Volhynia Massacre Wiki, Movie, Torture
Volhynia Massacre Wiki, Movie, Torture -: The Volhynia Massacre was a series of mass killings of Poles by Ukrainian nationalists in Volhynia and Eastern Galicia, then part of Poland, during World War II. The massacres were carried out by the Ukrainian Insurgent Army (UPA), a nationalist militia that was fighting for an independent Ukraine.
The violence began in 1943 and reached its peak in July and August of that year. During this time, the UPA killed an estimated 50,000 to 60,000 Poles, including women, children, and the elderly. The victims were often tortured and mutilated before they were killed.
The massacres were a major turning point in Polish-Ukrainian relations. They led to a wave of Polish reprisals, and the two communities have been divided ever since. The Volhynia Massacre is still a source of tension between Poland and Ukraine today.
Here are some of the key events that took place during the Volhynia Massacre:
- July 11, 1943: The UPA carries out a series of attacks on Polish villages in Volhynia, killing an estimated 8,000 people. This day is known as “Bloody Sunday” in Poland.
- August 1943: The UPA issues an order for the “general physical liquidation of the entire Polish population” in Volhynia.
- September 1943: The Polish underground forms the 27th AK Infantry Division to defend against the UPA attacks.

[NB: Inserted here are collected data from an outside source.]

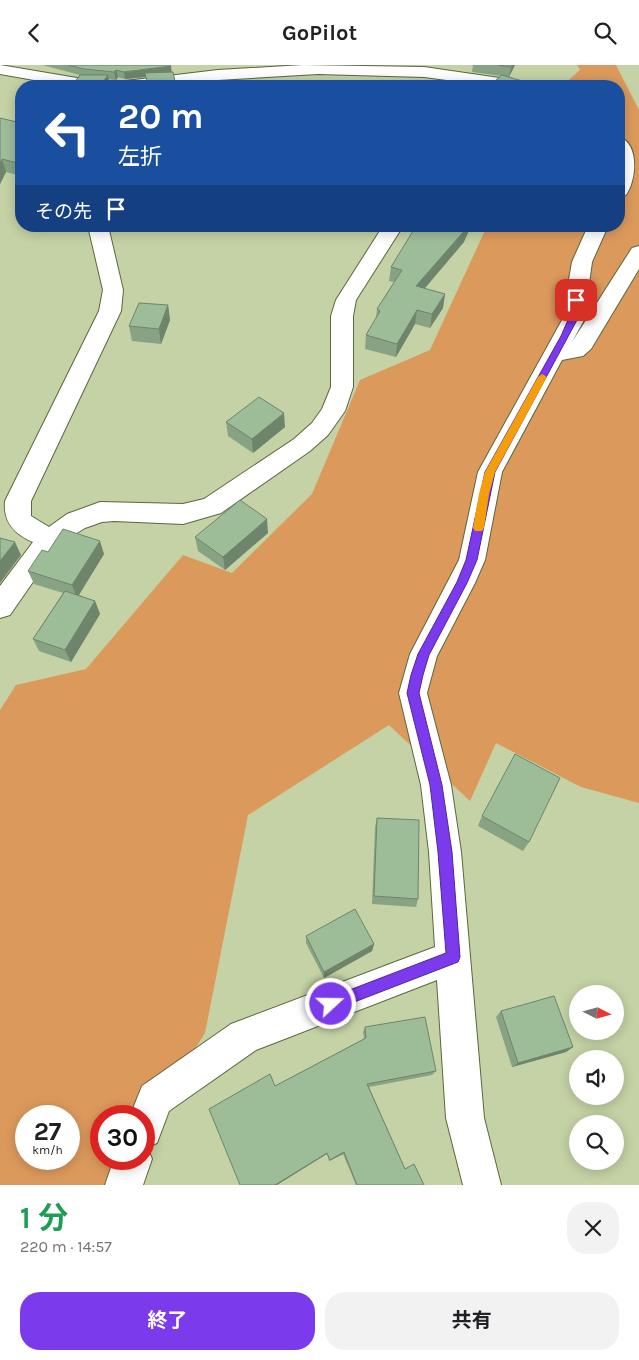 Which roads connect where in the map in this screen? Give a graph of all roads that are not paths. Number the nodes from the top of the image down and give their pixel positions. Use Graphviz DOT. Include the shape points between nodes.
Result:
graph roads {
  1 [pos="358,68"];
  2 [pos="0,69"];
  3 [pos="426,69"];
  4 [pos="287,70"];
  5 [pos="64,80"];
  6 [pos="174,80"];
  7 [pos="318,80"];
  8 [pos="485,80"];
  9 [pos="625,153"];
  10 [pos="625,178"];
  11 [pos="99,232"];
  12 [pos="389,232"];
  13 [pos="595,232"];
  14 [pos="639,252"];
  15 [pos="555,355"];
  16 [pos="51,538"];
  17 [pos="0,607"];
  18 [pos="453,957"];
  19 [pos="153,1105"];
  20 [pos="129,1170"];
  21 [pos="124,1185"];
  22 [pos="482,1185"];
  1 -- 3 [label="street"];
  1 -- 4 [label="street"];
  2 -- 5 [label="street"];
  3 -- 8 [label="street"];
  4 -- 6 [label="street"];
  4 -- 7 [label="street"];
  9 -- 10 [label="street" via="628,158"];
  11 -- 16 [label="street" via="113,291 110,311 16,511 29,529"];
  12 -- 16 [label="street" via="346,299 342,316 342,387 333,411 320,429 212,507 183,514 100,512 76,521"];
  13 -- 15 [label="street" via="582,262 573,320"];
  14 -- 15 [label="street" via="583,344 575,351"];
  15 -- 18 [label="street" via="490,472 472,560 424,654 413,693 436,785"];
  16 -- 17 [label="street"];
  18 -- 19 [label="street" via="244,1037 155,1099"];
  18 -- 22 [label="street" via="464,1118"];
  20 -- 21 [label="street"];
}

- 1944: The Red Army arrives in Volhynia and the massacres end.
The Volhynia Massacre is a complex and tragic event in Polish and Ukrainian history. It is a reminder of the dangers of ethnic violence and the importance of remembering the past.
Volhynia Massacre Movie
The Volhynia Massacre was the subject of a 2016 Polish war drama film titled Volhynia (also known as Hatred in English). The film was directed by Wojciech Smarzowski and is based on the collection of short stories titled Hate (Polish: Nienawiść) by Stanisław Stokowski.
The film tells the story of a young Polish girl, Zosia Głowacka, from Volhynia a village settled by Ukrainians, Poles, and Jews. The story begins shortly before the outbreak of World War II in 1939 with the marriage of Zosia’s sister to a Ukrainian. During the wedding, Zosia’s father decides that she has to marry an older village administrator and a widower, Maciej Skiba, despite her being deeply in love with a young, local Ukrainian boy, Petro. The local Ukrainian population shows a lot of resentment towards Polish officials, as they favor the Polish minority in Volhynia.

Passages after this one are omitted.